Exercise description: Lines after the one containing "Which roads connect" are to be omitted; print exactly each line from the start of the records up to and including it.

Data shown:
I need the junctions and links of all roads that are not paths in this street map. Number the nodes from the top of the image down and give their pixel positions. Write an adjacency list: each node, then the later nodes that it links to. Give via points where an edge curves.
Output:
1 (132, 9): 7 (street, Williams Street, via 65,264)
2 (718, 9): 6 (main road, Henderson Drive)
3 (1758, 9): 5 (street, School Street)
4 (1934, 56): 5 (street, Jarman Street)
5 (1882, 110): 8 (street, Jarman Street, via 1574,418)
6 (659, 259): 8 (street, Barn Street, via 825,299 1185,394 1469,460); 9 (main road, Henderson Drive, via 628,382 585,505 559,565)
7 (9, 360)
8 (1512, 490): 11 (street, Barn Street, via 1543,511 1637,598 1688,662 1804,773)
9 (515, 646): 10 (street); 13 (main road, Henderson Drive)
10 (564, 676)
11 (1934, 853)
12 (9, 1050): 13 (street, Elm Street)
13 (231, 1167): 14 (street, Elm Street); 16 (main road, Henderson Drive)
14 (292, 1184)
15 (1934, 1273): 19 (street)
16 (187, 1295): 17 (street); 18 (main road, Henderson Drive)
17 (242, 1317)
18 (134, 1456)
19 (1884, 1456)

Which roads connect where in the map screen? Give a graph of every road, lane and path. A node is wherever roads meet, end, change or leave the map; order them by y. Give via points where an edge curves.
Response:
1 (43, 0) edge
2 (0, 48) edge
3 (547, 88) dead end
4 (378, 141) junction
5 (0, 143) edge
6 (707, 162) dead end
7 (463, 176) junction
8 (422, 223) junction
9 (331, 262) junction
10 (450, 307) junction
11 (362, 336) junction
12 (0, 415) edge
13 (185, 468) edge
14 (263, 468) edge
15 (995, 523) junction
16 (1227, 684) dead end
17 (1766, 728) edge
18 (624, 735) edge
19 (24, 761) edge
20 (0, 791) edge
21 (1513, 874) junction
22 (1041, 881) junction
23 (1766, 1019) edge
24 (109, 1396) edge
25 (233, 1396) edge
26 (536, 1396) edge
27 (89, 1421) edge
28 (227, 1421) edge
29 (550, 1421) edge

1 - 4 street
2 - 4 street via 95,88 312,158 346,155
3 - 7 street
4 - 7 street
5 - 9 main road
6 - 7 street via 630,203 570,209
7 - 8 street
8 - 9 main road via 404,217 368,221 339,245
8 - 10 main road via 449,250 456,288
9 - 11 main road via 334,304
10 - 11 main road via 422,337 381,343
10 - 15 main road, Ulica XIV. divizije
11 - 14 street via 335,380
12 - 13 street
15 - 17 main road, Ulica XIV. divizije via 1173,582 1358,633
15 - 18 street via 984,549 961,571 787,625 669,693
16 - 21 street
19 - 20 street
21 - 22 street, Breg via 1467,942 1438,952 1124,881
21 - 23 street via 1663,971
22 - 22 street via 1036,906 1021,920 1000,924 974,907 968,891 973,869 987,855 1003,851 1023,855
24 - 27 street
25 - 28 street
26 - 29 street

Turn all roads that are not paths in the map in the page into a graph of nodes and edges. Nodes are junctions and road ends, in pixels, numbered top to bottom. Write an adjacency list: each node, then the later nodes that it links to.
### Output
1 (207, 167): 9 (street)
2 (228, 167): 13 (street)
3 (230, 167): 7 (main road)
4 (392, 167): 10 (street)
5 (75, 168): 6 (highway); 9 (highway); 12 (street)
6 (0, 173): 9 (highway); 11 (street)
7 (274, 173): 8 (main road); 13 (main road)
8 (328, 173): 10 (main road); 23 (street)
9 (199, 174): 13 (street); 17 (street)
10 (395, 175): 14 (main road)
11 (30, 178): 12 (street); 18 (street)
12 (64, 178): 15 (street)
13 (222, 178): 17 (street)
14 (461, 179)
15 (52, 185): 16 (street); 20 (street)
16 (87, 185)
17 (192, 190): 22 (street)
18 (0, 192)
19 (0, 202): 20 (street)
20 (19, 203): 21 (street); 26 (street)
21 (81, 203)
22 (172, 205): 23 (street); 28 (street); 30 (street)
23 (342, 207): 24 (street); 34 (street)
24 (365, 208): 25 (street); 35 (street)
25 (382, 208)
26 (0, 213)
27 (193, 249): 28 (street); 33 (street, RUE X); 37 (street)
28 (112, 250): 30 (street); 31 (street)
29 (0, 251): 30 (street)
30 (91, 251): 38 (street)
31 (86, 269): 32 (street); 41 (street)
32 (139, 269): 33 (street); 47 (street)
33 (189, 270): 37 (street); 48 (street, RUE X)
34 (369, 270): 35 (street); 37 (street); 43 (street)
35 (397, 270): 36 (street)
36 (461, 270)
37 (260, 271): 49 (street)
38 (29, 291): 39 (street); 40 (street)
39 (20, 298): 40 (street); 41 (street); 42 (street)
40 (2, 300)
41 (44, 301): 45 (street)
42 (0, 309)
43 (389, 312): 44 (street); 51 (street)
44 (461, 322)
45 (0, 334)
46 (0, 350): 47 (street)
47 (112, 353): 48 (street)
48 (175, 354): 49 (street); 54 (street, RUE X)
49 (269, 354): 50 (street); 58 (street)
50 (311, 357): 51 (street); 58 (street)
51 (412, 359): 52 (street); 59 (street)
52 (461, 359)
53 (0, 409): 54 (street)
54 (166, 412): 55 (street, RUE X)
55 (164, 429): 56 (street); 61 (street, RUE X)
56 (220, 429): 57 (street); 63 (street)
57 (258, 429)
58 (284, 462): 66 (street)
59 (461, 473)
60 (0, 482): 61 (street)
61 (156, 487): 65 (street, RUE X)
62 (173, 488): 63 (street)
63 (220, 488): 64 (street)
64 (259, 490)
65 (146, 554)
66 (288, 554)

Expected answer:
I need the junctions and links of all roads that are not paths in this street map. Number the nodes from the top of the image down and give their pixel positions. Write an adjacency list: each node, then the later nodes that it links to. Give via points where an edge curves.
Output:
1 (132, 9): 7 (street, Williams Street, via 65,264)
2 (718, 9): 6 (main road, Henderson Drive)
3 (1758, 9): 5 (street, School Street)
4 (1934, 56): 5 (street, Jarman Street)
5 (1882, 110): 8 (street, Jarman Street, via 1574,418)
6 (659, 259): 8 (street, Barn Street, via 825,299 1185,394 1469,460); 9 (main road, Henderson Drive, via 628,382 585,505 559,565)
7 (9, 360)
8 (1512, 490): 11 (street, Barn Street, via 1543,511 1637,598 1688,662 1804,773)
9 (515, 646): 10 (street); 13 (main road, Henderson Drive)
10 (564, 676)
11 (1934, 853)
12 (9, 1050): 13 (street, Elm Street)
13 (231, 1167): 14 (street, Elm Street); 16 (main road, Henderson Drive)
14 (292, 1184)
15 (1934, 1273): 19 (street)
16 (187, 1295): 17 (street); 18 (main road, Henderson Drive)
17 (242, 1317)
18 (134, 1456)
19 (1884, 1456)

Which roads connect where in the map screen? Give a graph of every road, lane and path. A node is wherever roads meet, end, change or leave the map; order them by y. Give via points where an edge curves.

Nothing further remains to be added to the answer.